* [What the task requires]
What lines in this listing contain the string "Blackhawk"? Report each one by copying it.

* [Input records]
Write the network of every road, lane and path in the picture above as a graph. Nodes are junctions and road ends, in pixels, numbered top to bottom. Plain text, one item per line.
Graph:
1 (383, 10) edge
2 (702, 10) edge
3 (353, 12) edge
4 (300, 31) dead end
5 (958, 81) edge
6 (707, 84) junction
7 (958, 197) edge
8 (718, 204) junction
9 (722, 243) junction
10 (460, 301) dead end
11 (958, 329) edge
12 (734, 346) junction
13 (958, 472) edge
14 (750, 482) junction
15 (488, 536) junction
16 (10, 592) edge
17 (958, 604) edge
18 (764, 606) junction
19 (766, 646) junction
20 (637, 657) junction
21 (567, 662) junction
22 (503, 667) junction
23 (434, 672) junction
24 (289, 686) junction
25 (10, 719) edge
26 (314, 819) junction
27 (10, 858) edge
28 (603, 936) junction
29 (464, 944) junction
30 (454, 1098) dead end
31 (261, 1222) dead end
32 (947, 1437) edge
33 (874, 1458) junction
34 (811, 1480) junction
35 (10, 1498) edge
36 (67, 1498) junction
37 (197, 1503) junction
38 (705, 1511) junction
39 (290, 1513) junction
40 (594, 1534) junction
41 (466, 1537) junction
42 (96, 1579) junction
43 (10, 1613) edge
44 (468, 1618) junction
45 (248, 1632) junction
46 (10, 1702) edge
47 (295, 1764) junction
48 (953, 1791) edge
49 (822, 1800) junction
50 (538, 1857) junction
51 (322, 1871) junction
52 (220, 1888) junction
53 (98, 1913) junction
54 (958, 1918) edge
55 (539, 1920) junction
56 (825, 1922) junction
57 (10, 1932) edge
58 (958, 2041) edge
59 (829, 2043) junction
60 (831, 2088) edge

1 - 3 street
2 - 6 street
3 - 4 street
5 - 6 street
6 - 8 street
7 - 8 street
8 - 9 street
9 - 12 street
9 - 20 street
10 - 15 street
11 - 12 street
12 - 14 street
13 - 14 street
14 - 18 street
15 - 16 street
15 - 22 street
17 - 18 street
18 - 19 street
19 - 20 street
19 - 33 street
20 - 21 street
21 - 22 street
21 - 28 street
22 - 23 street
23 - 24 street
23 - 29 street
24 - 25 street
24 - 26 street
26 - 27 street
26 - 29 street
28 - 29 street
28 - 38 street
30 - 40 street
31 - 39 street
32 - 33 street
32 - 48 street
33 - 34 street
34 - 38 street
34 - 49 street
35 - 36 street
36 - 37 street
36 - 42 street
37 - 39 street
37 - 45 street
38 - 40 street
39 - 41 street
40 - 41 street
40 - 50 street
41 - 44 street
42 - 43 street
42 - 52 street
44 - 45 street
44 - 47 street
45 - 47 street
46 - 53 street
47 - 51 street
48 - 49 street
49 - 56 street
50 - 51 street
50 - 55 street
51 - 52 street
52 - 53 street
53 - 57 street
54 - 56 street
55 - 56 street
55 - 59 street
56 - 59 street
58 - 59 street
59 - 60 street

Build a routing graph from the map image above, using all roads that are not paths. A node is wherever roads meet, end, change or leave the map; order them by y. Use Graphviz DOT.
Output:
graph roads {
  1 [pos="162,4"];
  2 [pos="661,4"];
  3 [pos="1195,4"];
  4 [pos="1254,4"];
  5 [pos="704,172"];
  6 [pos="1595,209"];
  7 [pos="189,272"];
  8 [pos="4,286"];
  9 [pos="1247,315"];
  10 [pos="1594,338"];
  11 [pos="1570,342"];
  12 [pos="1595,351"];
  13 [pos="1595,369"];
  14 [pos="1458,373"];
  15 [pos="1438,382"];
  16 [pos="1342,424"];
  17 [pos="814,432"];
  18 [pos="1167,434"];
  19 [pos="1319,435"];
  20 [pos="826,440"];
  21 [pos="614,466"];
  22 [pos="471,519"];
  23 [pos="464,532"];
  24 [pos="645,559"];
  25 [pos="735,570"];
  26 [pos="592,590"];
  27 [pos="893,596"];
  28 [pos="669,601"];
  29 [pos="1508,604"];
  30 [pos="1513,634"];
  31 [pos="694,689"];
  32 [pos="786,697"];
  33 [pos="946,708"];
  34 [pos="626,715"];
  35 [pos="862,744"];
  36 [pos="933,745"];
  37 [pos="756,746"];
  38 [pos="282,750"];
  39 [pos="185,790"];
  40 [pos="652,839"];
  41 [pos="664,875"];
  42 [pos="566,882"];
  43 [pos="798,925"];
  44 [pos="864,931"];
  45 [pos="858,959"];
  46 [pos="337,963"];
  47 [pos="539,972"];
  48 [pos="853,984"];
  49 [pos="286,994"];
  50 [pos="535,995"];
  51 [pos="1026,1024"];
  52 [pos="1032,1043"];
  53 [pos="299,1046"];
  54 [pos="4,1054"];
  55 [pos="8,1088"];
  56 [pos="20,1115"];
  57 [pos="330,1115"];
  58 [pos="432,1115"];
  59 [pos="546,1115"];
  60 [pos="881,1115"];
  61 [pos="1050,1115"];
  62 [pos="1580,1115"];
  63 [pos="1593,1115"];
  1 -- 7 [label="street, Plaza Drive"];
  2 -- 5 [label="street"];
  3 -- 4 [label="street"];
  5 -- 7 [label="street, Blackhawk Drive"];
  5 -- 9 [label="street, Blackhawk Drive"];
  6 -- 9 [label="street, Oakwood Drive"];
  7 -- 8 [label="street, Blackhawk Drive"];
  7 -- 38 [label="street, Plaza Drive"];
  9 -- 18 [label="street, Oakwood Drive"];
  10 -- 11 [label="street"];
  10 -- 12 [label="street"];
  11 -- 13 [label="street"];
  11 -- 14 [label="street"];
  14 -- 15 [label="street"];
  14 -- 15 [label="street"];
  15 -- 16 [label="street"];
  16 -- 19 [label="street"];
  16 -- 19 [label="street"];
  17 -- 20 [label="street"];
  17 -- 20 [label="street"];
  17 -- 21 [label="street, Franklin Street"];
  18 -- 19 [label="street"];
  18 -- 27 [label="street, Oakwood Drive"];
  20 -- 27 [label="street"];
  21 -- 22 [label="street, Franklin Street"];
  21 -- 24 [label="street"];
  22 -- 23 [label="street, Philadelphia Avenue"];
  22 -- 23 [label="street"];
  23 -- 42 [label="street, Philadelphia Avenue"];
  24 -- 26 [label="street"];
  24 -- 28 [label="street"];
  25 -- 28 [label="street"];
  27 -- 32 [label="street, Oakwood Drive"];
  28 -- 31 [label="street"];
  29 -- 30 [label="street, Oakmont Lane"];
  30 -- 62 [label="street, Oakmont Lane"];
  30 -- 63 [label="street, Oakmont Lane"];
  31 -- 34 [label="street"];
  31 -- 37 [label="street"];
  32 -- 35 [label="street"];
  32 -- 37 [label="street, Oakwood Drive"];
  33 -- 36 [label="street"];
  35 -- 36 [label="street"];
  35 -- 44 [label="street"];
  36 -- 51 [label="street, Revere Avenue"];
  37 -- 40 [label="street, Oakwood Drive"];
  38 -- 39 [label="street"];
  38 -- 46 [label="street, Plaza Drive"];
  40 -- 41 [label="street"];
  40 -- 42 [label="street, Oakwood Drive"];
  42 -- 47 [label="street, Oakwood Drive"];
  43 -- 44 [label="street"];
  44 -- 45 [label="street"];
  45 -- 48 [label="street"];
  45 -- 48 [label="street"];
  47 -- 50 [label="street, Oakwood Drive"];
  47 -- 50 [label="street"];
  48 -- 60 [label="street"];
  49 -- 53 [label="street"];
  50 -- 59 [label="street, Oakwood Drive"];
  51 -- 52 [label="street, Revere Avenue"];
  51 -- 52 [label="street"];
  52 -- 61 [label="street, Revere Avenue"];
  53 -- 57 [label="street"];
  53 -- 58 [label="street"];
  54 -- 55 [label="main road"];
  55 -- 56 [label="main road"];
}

* [Worked solution]
  5 -- 7 [label="street, Blackhawk Drive"];
  5 -- 9 [label="street, Blackhawk Drive"];
  7 -- 8 [label="street, Blackhawk Drive"];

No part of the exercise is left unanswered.